[Remote] Forward Deployed Engineer: AI + HPC
Note: The job is a remote job and is open to candidates in USA. Cedana is a company focused on maximizing AI and HPC cluster utilization and reliability. As a Forward Deployed Engineer, you will lead technical engagements with customers, deploying Cedana's solutions in various environments and optimizing platform performance.
Responsibilities
- Engineer solutions at client sites: Lead customer integrations. Install, configure, and deploy Cedana into SLURM, Kubernetes, and Dynamo environments
- Drive product innovation from the field: Identify technical gaps while embedded with clients, then provide product feedback for new capabilities that become core product features
- Measure and optimize platform performance: Measure reliability, throughput, and performance using our internal tools. Design and implement policy-based migration automations to optimize reliability, throughput, and performance
- Own critical deployments: Ensure our platform performs reliably for clients' critical operations, debugging issues across the full stack. Debug install issues against unfamiliar customer infrastructure, and escalate to engineering when necessary
- Improve scalability : Build and own the internal installation playbook so that the second customer in each segment is onboarded faster than the first
- Respect our customers : Understand how to make their lives easier and minimize their time and overhead
Skills
- Team management experience. Requires strong project and time management skills, delivering milestones on time, and effective
- 3-10 years of software engineering experience with a track record of configuring and managing SLURM deployments
- A multi-month enterprise or research deployment you led end-to-end, from scoping through signoff.
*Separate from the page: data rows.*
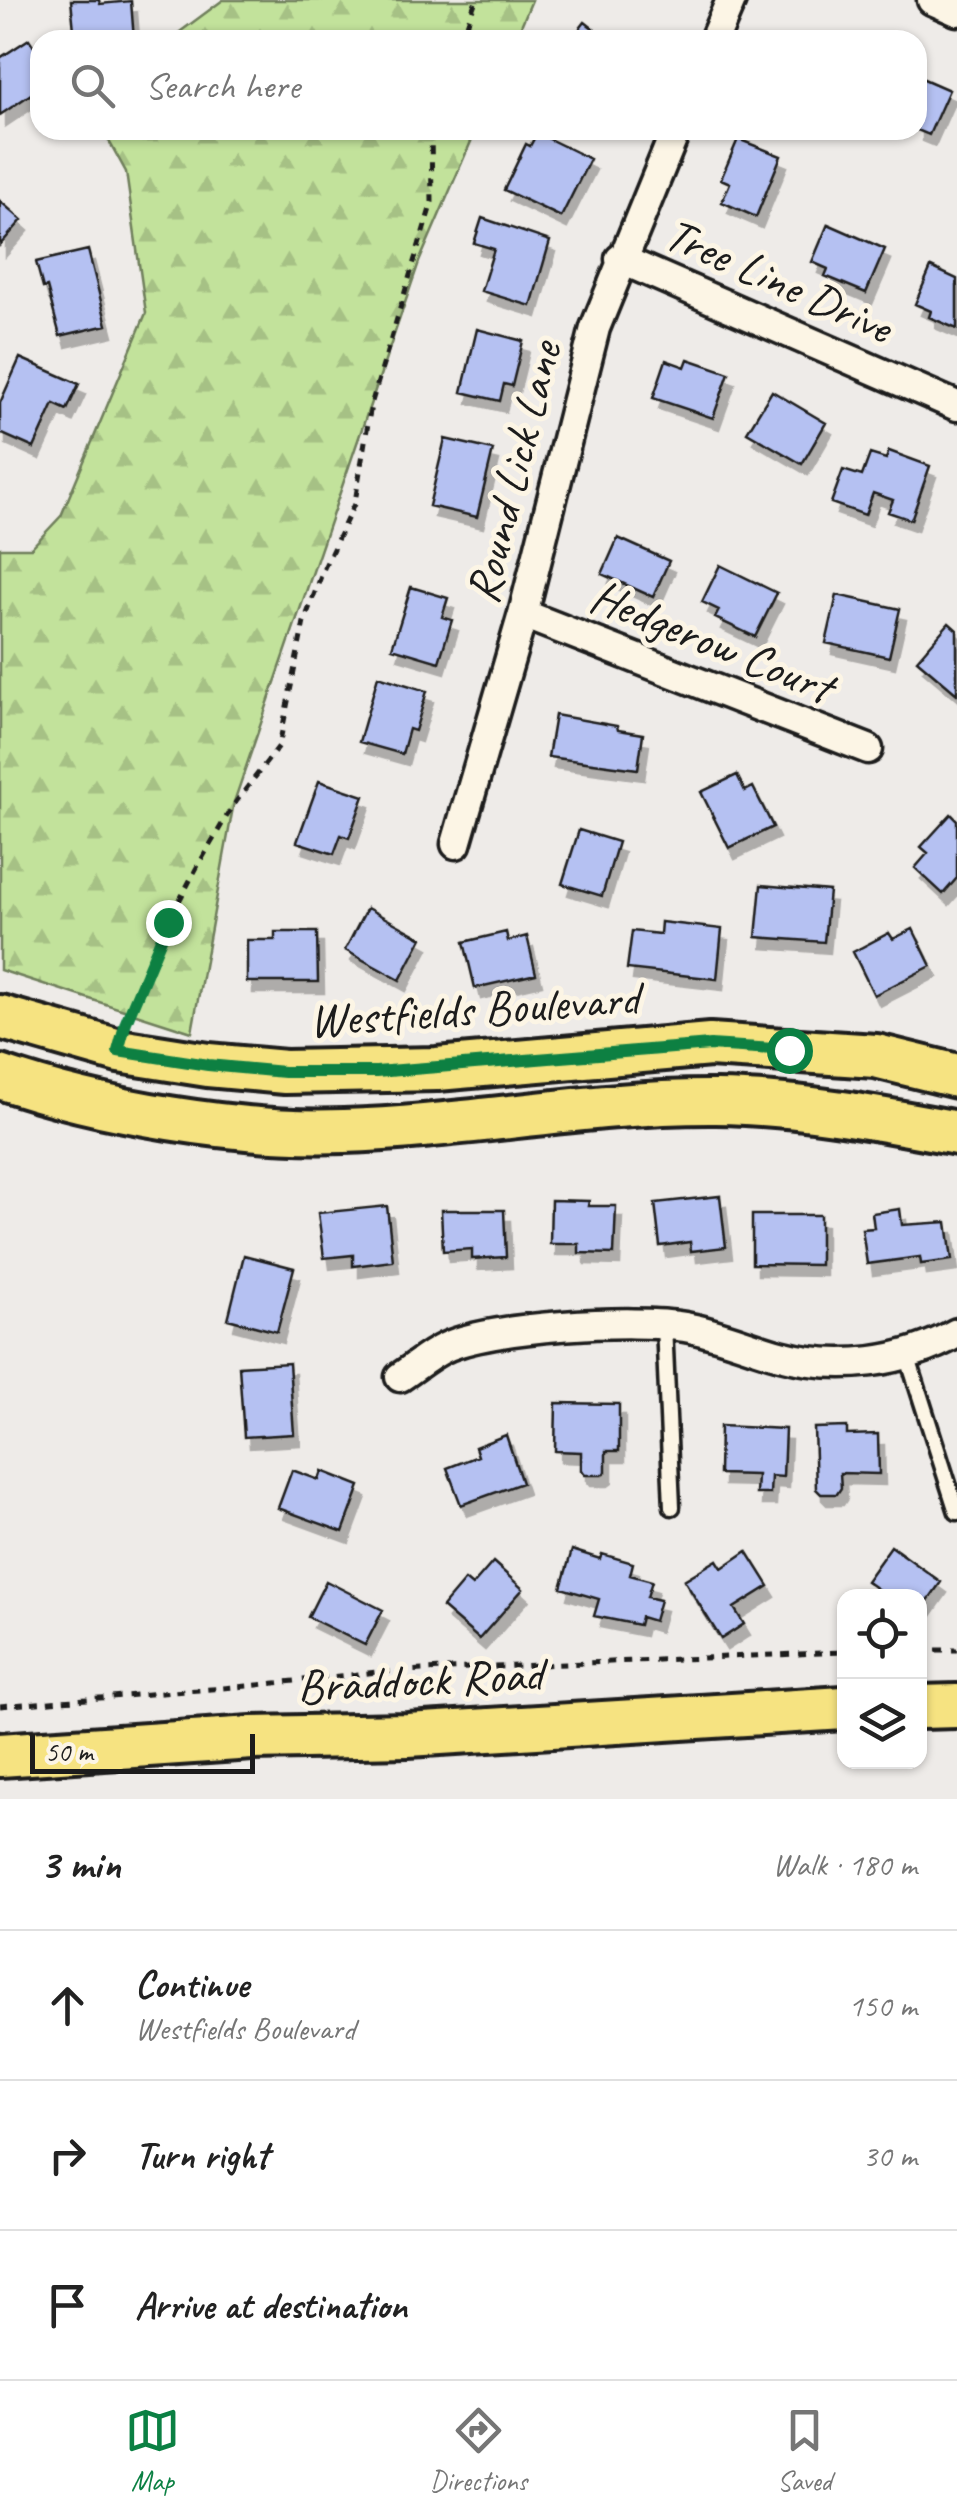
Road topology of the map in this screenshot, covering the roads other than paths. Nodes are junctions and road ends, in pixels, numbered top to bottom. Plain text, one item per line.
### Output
1 (732, 0) edge
2 (932, 0) edge
3 (957, 11) edge
4 (718, 30) edge
5 (672, 140) edge
6 (620, 259) junction
7 (957, 406) edge
8 (523, 614) junction
9 (868, 749) dead end
10 (456, 844) dead end
11 (0, 1017) edge
12 (0, 1076) edge
13 (957, 1076) edge
14 (957, 1133) edge
15 (664, 1326) junction
16 (957, 1334) edge
17 (907, 1355) junction
18 (400, 1378) dead end
19 (672, 1508) dead end
20 (957, 1512) edge
21 (957, 1706) edge
22 (927, 1707) edge
23 (837, 1708) edge
24 (49, 1753) junction
25 (0, 1754) edge
26 (0, 1787) edge

1 - 4 street
2 - 3 street
5 - 6 street, Round Lick Lane
6 - 7 street, Tree Line Drive
6 - 8 street, Round Lick Lane
8 - 9 street, Hedgerow Court
8 - 10 street, Round Lick Lane
11 - 13 main road, Westfields Boulevard
12 - 14 main road
15 - 17 street
15 - 18 street
15 - 19 lane
16 - 17 street
17 - 20 lane
21 - 22 main road
23 - 24 main road, Braddock Road
24 - 25 main road, Braddock Road
24 - 26 main road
You write effective status updates to keep your team updated and on schedule
- Production experience in standing up SLURM in a customer or research environment. You've configured slurmctld, slurmdbd, accounting, cgroup integration, and GPU resource selection
- Strong Linux fundamentals of systemd, cgroups v2, namespaces, networking, filesystems, firewalls, kernel module loading, PAM session modules. You can read strace and dmesg output and form a hypothesis
- Experience with Kubernetes operations including operators, CRDs, CNIs, device plugins, and node-level debugging. You've debugged a controller in production even if you haven't written one from scratch
- Experience in an HPC integrator field team
- Client-facing technical experience working directly with customers
- Background in national lab user services or university research computing
- You've developed SLURM plug-ins, and understand their architecture and how they fit into the overall platform
- Familiarity with CRIU, container runtimes, GPU driver internals, distributed training stacks
- Hands-on with NVIDIA Dynamo, Determined, Ray, Kueue, KServe, or comparable AI orchestration
- Contributed to open-source schedulers or job systems (SLURM, Flux, Torque, PBS)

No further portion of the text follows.